Jéssica Morillo, de 24 anos, é uma das venezuelanas que também conseguiu emitir a CTPS em Roraima. Graduada em Comunicação Social, com habilitação em Publicidade na cidade de Porto Ordaz, a jovem hoje trabalha no setor comercial da Folha, após três meses em busca de emprego em Boa Vista.
“Talvez pelo fato de ter dupla cidadania, não tive tantas dificuldades e nem enfrentei muita burocracia para tirar a Carteira de Trabalho. A dificuldade maior mesmo foi de conseguir o emprego em si. As pessoas, em Roraima, talvez no Brasil, ainda têm muito preconceito em relação aos venezuelanos”, disse.
Superintendência do Trabalho e Sine atendem aos estrangeiros
Segundo o chefe da Seção de Políticas de Trabalho, Emprego e Renda (Septer) da Superintendência Regional do Trabalho e Emprego de Roraima (SRTE), Péricles Pedro Ferreira, outubro de 2016 foi o mês com maior número de CTPS emitidas por venezuelanos: 135. De dezembro a fevereiro deste ano, houve uma redução. Segundo estimativa da SEPTER, cerca de 200 imigrantes do país vizinho conseguiram obter o documento.
Tanto Johs Rojas quanto Jéssica Morillo não esperaram muito tempo para receber a CTPS. O venezuelano, ou qualquer imigrante, só necessita ter o protocolo da Polícia Federal, com Cadastro de Pessoa Física (CPF) e um comprovante de residência.
“A burocracia mesmo é em relação ao pedido de refúgio, visto que são muitos imigrantes para atender. Cada um precisa passar por uma entrevista na PF e só diante disso que é emitido o protocolo de permanência no país. Já a emissão da CTPS é mais simples. É uma carteira temporária, válida por um ano e prorrogável por mais um ano, enquanto não se emite a definitiva”, explicou Péricles Ferreira.

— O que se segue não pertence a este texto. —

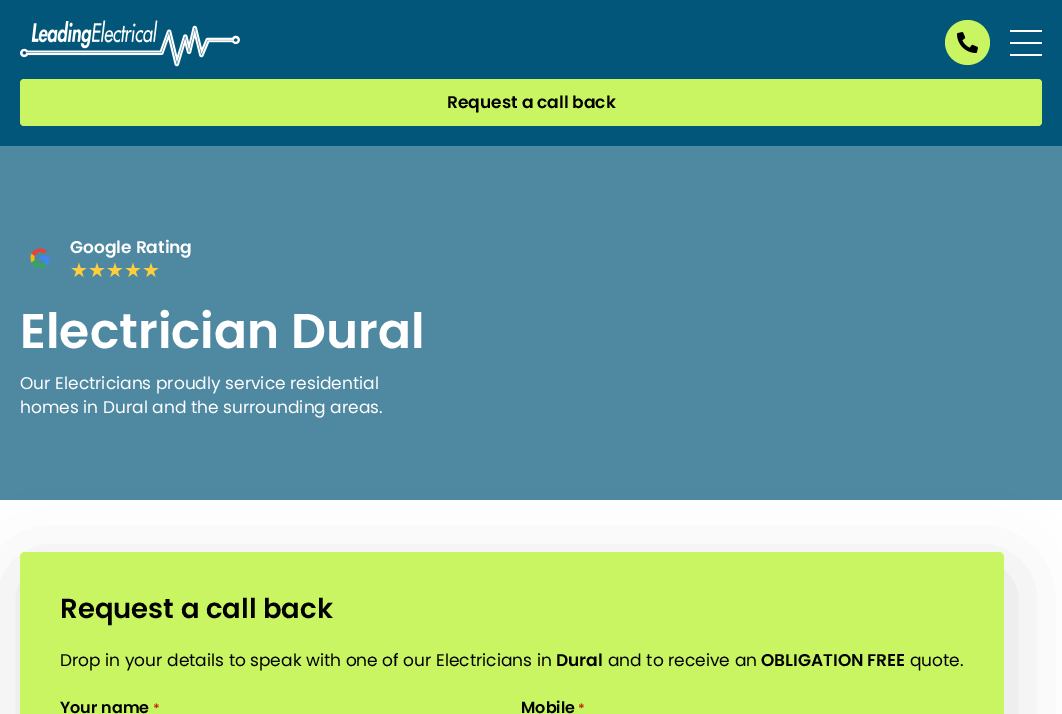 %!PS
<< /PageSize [1062 714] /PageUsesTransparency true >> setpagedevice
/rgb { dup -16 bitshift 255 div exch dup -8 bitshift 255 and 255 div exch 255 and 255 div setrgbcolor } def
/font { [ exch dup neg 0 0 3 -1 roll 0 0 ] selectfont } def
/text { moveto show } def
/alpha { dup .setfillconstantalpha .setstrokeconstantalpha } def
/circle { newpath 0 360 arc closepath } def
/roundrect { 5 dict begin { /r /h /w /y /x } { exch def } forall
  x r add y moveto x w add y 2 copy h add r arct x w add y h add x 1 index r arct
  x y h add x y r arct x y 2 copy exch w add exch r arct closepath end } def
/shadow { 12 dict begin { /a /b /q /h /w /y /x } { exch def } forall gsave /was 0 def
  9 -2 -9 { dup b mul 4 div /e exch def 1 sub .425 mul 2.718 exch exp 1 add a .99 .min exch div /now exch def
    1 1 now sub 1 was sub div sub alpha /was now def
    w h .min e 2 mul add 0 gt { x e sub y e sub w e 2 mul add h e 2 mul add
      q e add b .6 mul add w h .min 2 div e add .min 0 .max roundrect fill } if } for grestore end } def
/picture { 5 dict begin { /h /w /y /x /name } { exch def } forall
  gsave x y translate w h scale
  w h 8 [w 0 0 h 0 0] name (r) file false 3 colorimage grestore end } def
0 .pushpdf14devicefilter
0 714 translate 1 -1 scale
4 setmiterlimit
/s1 { /Poppins-SemiBold 17 font 16#000000 rgb } def
/s2 { /Poppins-SemiBold 17 font 16#FFFFFF rgb } def
/s3 { /DejaVuSans-Regular 20 font 16#FECE3C rgb } def
/s4 { /Poppins-SemiBold 48.75 font 16#FFFFFF rgb } def
/s5 { /Poppins-Regular 17 font 16#FFFFFF rgb } def
/s6 { /Poppins-SemiBold 27.5 font 16#000000 rgb } def
/s7 { /Poppins-Regular 17 font 16#000000 rgb } def
/s8 { /Poppins-SemiBold 16 font 16#000000 rgb } def
/s9 { /Poppins-SemiBold 13 font 16#C02B0A rgb } def
16#FFFFFF rgb
0 0 1062 714 rectfill
16#025679 rgb
0 0 1062 146 rectfill
(pic1.raw) 20 20 220 47 picture
16#C9F562 rgb
967.5 42.5 22.5 circle fill
(pic2.raw) 957 32 21 21 picture
16#FFFFFF rgb
1010 42 32 2 rectfill
1010 30 32 2 rectfill
1010 54 32 2 rectfill
16#C9F562 rgb
20 79 1022 47 4 roundrect fill
s1
(Request a call back) 447 108 text
16#4E89A1 rgb
0 146 1062 354 rectfill
(pic3.raw) 30 248 20 20 picture
s2
(Google Rating) 70 253 text
s3
(★★★★★) 70 277 text
s4
(Electrician Dural) 20 348 text
s5
(Our Electricians proudly service residential) 20 389 text
(homes in Dural and the surrounding areas.) 20 413 text
16#000000 rgb
25 572 984 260 5 37.5 0.14 shadow
16#C9F562 rgb
20 552 984 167 5 roundrect fill
s6
(Request a call back) 60 618 text
s7
(Drop in your details to speak with one of our Electricians in) 60 666 text
s1
(Dural) 556 666 text
s7
(and to receive an) 608 666 text
s1
(OBLIGATION FREE) 761 666 text
s7
(quote.) 910 666 text
s8
(Your name) 60 713 text
s9
(*) 153 713 text
s8
(Mobile) 521 713 text
s9
(*) 578 713 text
.poppdf14devicefilter showpage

SINE – Desde 2016, o Sistema Nacional de Empregos de Roraima (Sine) passou a atender imigrantes. No último semestre do ano passado, 18 candidatos estrangeiros foram encaminhados pelo Sine para as entrevistas de emprego e dois deles foram inseridos no mercado de trabalho.
Em 2017, cerca de 50 estrangeiros foram atendidos, sendo a maioria de nacionalidade venezuelana. Segundo o Sistema, a documentação continua sendo o principal entrave para a realização dos encaminhamentos de estrangeiros para o mercado de trabalho.
“O Sine-RR esclarece que qualquer estrangeiro que esteja em situação regular no Brasil pode procurar a sala 26, da Secretaria do Trabalho e Bem-Estar Social (Setrabes). Havendo oportunidade equivalente à área de atuação e que atenda os requisitos da empresa, será encaminhado para as entrevistas de emprego”, explicou, através de nota enviada à Folha.
Desenvolvendo atividades informais nos semáforos, estrangeiros buscam emprego
Em busca de uma vida promissora e fugindo dos problemas políticos e econômicos da Venezuela, milhares de venezuelanos estão migrando para o Brasil. De 2015 para 2016, o número de pedidos de refúgios de venezuelanos ao Brasil cresceu 3.000%. Só no ano passado, cerca de 30 mil venezuelanos ingressaram em Roraima, segundo estimativas do governo Estadual, com base em informações da Polícia Federal (PF).
Desse total, a maioria ainda aguarda a regularização para entrar no mercado de trabalho local. Quem passa pelos semáforos das principais avenidas, pode ver vários venezuelanos trabalhando de forma informal: seja lavando os para-brisas dos veículos, vendendo frutas, acessórios diversos, entre outros. Para eles, o que importa é a subsistência.
José Patiño é um deles. Com 55 anos, o venezuelano está há um mês em Roraima e veio em busca de novas oportunidades. Para trás deixou a esposa e os filhos com intuito de conseguir mais recursos para ajudá-los a enfrentar a crise do país. Em baixo do semáforo da Avenida Mário Homem de Melo, de carro em carro, ele oferece alguns produtos à venda, como escovas de cabelo.
“Já consegui emitir o meu CPF, mas ainda estou aguardando o agendamento da PF. Na Venezuela, eu trabalhava como taxista. Não penso em voltar agora. Preciso me regularizar para conseguir um emprego de verdade, mas, enquanto isso, aceito qualquer trabalho, seja de cozinheiro, garçom, jardineiro, qualquer coisa. Desde que seja um trabalho honrado”, pediu.
A poucos metros dali, Gledis Thomaz, de 43 anos, e Cesar García, de 23 anos, oferecem pitombas aos motoristas. Cada cacho da fruta custa, em média, R$ 3,00. Gledis compra um saco grande da fruta de um brasileiro a R$ 100. Em dois dias, ela afirma conseguir vender tudo. O lucro da venezuelana é de pouco mais de R$ 30,00 por saco.
“Dá para viver, mas não é o suficiente. Moro em uma casa com mais 11 venezuelanos. Pagamos por mês R$ 300,00 de aluguel, fora contas de luz e água. É pequeno, é difícil, mas é melhor do que estar na Venezuela”, disse a mulher, afirmando que chegou a Boa Vista há um mês.
Gledis antes vivia em Maturín, na Venezuela. Lá deixou o marido e o filho adolescente, que hoje é universitário. “Trabalho para enviar dinheiro para eles. Meu filho às vezes necessita de dinheiro e eu mando. Lá, eu trabalhava em um supermercado. Com a crise, ele fechou as portas e fui para as ruas vender produtos, mas não consegui me manter. Aqui só quero trabalhar, qualquer coisa é bem-vinda”, disse.
O jovem Cesar está ajudando Gledis no trabalho após ter atuado como pedreiro. Quando a obra para a qual foi contratado em Boa Vista terminou, o venezuelano ficou desempregado. “O que eu ganhava na obra em um dia era o equivalente a uma semana de trabalho na Venezuela. Para tentar melhorar de vida, precisei trancar meu curso de Construção Civil na universidade, após quatro semestres. Me despedi da minha esposa e meu filho de 5 anos e hoje estou aqui tentando juntar dinheiro. Estou aguardando a minha regularização. Minha entrevista foi agendada na PF para agosto desse ano”, relatou o jovem, que também pediu emprego a quem puder ajudá-lo.